Your reply should be made up of every line in the records below that holds the string "Adjavon".

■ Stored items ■

# # #

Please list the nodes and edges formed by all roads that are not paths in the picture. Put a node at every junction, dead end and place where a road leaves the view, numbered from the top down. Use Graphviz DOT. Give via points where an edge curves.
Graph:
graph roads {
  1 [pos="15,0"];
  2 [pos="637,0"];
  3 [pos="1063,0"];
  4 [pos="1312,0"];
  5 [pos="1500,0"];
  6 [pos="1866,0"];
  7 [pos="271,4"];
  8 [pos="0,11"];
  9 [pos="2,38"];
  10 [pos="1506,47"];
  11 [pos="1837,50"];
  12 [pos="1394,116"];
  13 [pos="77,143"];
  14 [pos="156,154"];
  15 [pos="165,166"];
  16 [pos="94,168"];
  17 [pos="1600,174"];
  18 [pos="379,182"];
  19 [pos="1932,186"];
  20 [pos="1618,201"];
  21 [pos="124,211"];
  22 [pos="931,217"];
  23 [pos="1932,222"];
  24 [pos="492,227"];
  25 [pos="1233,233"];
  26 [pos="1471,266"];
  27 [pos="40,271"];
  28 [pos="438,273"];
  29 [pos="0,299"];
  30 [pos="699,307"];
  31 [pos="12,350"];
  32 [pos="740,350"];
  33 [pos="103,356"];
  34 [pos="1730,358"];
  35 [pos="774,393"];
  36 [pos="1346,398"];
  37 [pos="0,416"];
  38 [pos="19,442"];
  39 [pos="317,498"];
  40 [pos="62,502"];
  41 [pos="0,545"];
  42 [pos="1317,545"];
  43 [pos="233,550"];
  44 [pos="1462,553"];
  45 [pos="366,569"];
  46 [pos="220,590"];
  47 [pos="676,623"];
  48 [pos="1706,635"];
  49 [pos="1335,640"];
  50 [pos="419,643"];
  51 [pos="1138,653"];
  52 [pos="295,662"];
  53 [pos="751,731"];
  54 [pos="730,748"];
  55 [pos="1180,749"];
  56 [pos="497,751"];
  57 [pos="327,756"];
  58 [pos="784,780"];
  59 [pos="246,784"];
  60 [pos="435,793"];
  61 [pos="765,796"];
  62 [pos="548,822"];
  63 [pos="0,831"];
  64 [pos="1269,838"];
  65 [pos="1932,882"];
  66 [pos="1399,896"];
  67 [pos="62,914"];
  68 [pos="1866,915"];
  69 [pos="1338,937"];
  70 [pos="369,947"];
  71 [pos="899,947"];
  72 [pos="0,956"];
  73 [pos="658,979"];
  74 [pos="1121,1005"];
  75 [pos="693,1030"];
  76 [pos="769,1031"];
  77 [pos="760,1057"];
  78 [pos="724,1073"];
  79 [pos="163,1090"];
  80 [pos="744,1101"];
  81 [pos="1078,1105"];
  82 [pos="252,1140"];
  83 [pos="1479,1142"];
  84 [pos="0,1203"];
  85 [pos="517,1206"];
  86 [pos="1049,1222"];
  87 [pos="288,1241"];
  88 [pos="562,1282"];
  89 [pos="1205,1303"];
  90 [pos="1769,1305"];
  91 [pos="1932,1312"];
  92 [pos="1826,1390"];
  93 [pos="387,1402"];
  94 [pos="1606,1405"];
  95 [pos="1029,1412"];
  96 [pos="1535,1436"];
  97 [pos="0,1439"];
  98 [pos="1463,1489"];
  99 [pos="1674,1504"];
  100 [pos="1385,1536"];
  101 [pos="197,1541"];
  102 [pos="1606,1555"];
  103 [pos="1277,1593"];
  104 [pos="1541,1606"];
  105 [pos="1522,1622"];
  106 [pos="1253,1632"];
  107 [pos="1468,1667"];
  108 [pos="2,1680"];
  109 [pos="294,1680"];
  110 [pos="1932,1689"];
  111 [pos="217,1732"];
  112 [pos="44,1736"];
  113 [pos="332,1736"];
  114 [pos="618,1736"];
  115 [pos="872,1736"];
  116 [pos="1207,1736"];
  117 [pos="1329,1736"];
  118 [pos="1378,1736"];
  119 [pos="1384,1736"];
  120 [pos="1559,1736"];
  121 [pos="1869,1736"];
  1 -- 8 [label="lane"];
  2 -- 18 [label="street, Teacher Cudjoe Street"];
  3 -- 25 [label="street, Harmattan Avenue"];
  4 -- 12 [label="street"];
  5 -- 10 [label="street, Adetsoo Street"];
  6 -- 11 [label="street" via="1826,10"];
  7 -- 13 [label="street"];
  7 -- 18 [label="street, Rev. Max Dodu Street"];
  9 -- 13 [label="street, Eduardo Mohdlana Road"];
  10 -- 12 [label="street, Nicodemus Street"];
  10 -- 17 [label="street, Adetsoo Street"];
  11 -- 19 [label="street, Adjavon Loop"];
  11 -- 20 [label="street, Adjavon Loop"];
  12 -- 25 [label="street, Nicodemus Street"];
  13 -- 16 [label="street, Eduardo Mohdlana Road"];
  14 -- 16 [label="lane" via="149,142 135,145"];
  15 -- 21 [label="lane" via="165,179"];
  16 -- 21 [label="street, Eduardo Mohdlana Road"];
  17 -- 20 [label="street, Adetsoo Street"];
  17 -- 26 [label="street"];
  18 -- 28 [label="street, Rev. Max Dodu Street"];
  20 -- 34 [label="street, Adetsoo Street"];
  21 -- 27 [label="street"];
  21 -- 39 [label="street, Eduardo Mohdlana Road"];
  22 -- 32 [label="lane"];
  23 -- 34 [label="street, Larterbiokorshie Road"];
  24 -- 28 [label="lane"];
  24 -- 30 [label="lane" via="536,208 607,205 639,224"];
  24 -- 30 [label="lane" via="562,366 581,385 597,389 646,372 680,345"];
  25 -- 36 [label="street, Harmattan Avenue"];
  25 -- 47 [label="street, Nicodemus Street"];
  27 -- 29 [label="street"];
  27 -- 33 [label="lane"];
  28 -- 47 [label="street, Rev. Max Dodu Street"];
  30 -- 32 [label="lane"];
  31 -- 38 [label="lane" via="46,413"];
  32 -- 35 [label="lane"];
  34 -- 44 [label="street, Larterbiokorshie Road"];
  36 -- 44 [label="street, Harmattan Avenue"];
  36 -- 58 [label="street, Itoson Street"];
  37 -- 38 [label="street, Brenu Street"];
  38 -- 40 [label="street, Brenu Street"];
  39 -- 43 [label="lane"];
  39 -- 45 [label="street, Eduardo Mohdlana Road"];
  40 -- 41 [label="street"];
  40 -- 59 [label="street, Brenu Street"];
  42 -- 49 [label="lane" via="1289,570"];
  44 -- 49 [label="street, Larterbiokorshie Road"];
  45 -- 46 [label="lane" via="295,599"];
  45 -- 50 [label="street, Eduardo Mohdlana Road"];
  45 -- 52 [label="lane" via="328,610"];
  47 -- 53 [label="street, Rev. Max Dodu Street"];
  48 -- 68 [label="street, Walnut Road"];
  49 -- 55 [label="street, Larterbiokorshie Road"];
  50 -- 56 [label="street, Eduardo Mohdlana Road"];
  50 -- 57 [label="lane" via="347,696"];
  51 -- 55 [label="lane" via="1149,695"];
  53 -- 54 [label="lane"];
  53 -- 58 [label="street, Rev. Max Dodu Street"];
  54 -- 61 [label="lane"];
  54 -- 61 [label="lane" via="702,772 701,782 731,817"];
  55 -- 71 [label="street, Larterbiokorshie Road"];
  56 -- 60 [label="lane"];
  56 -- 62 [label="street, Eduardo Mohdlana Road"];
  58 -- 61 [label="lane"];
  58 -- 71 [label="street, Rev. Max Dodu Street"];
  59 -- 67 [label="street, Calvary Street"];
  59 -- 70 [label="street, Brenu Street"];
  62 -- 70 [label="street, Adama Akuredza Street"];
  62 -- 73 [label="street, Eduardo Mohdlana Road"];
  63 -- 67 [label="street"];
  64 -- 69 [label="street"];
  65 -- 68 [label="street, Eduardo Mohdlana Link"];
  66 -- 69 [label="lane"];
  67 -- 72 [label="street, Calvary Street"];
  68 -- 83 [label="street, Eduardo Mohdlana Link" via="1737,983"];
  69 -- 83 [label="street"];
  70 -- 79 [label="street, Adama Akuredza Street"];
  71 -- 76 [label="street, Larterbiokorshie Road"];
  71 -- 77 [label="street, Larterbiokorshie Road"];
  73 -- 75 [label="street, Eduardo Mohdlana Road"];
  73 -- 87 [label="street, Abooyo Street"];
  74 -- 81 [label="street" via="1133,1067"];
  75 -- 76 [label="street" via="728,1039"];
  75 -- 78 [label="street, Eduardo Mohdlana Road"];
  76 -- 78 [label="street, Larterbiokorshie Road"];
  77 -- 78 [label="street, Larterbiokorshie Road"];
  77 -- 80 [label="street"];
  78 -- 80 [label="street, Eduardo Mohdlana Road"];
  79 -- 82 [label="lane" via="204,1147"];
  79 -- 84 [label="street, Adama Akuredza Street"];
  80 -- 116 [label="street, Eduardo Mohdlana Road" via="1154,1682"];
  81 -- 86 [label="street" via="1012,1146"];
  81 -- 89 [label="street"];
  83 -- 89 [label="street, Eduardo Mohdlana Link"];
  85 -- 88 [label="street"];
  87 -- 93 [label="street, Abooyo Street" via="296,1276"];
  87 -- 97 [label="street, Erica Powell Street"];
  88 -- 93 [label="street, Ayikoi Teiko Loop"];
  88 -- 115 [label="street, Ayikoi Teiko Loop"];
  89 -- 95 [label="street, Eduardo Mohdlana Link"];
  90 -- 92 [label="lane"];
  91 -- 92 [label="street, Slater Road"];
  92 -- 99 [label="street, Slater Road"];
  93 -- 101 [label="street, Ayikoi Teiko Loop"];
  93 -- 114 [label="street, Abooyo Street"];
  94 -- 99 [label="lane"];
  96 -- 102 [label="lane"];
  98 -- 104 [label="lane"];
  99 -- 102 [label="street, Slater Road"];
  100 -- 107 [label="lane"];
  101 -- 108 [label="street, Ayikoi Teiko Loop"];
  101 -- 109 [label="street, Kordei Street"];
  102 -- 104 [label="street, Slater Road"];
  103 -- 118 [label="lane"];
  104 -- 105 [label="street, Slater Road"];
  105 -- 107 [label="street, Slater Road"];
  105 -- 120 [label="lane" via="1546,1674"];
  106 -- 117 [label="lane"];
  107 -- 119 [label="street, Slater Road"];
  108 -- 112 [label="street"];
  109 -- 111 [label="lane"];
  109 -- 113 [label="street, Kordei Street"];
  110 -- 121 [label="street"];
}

# # #

■ Expected output ■
  11 -- 19 [label="street, Adjavon Loop"];
  11 -- 20 [label="street, Adjavon Loop"];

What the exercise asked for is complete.